Well, my birthday is coming on this sunday.. It's my 18th Birthday. But life wont be the same again.. How I wished that my Wai Po(Mother's Mother) will be alife.. I'm missed her so much.. that hard to express it.. Everytime when I close my eyes to sleep, I will be thinking about her.. Her smiling Face, Her Caring and corcern.. Well, it a new Journey for everyone in this life.. If there is a beginner, it should ended.. I got to be strong..Actually, I weak in Emotion.. I cant acted it but I try to act it coz' If i weak in my emotion, that will make my mum more sad and will think about her mother again... My mum is very close to my wai po.. Every weekend without fail, will go to my aunt house and stay overnite to looked after her, chat with her, cook meal and so on.. While my aunty on Sunday went to church..
My birthday is near very soon.. In fact, it approching this sunday.. I wish that All of my family will recovery for the lost of my wai po.. I wish that God will use me in any form that God want me to be.. I wish that I will grow more spiritually and more understanding in God's Words.. In Fact I got a Dream that become a Leader.. Haha.. I wish that I can forget every hurt, disappointed, anger and bad thing that happen to me that I wont forget for my rest of my life.. No one even know what the bad thing that happen to me.. I just kept it tight in my heart.. I also wish to had a Sony Erission HandPhone where it function a Blue-tooth, Camera and so on.. Well, I like photographying.. Wish that I can take more nice photo and share my interest to everyone that interested.. Im also wish that All my family will be saved. I also wish that I can baspish is this year too.. I also wish that All my friend can be saved in the name of Jesus and when I invited them, they wont turned it down..

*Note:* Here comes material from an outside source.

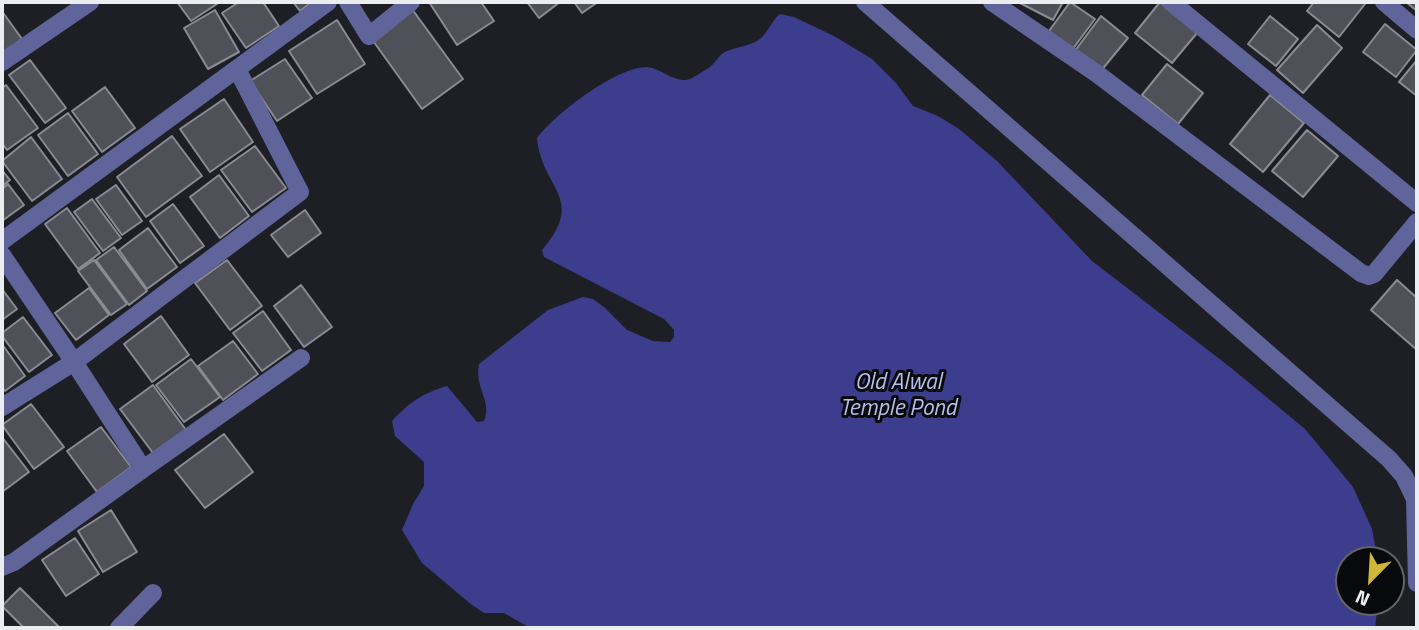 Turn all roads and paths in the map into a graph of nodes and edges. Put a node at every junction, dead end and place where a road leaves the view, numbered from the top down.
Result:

I also wish that I can do well in my study so that I can study the Dream that I also wanted to study.. I also wish that I can defer for my nation service so that I can go study first before serving the nation. I also wish that All my friend wont treat me as a rubbish when they need help, look for me when i need their help, they disappear.. Well, I admit that im not good in expressing myself.. My communcation is simple zero. I dunno why.. Sometime, when I go out, I dun face the people outside.. I alway remember this bible verb very well, With God, all things are possible.. For my last wish that I can grow more fatter more stronger so that i wont be looked so weak and i had more stress.. sometime, I discourage easily and dun have confident in myself coz' of my look and sizes..
When the time reach my birthday, I want to three hundred sixty (360) degree change.. More social, more open to people. Well, when I feel sad or something, I dun share with my friend.. I kept it very tight that it goin to break.. Living in this life is a very big challenger.. Maybe living in Singapore is stressful.. that ended up people bully me before.. I really feel very hurt.. How I wish I can go to other world that people wont see me.. All I need is a corcern, Love, treasure the friendship.. Isit hard? Sometime I dun dare to lent money to people as everytime friends lent the money, it wont come back anymore..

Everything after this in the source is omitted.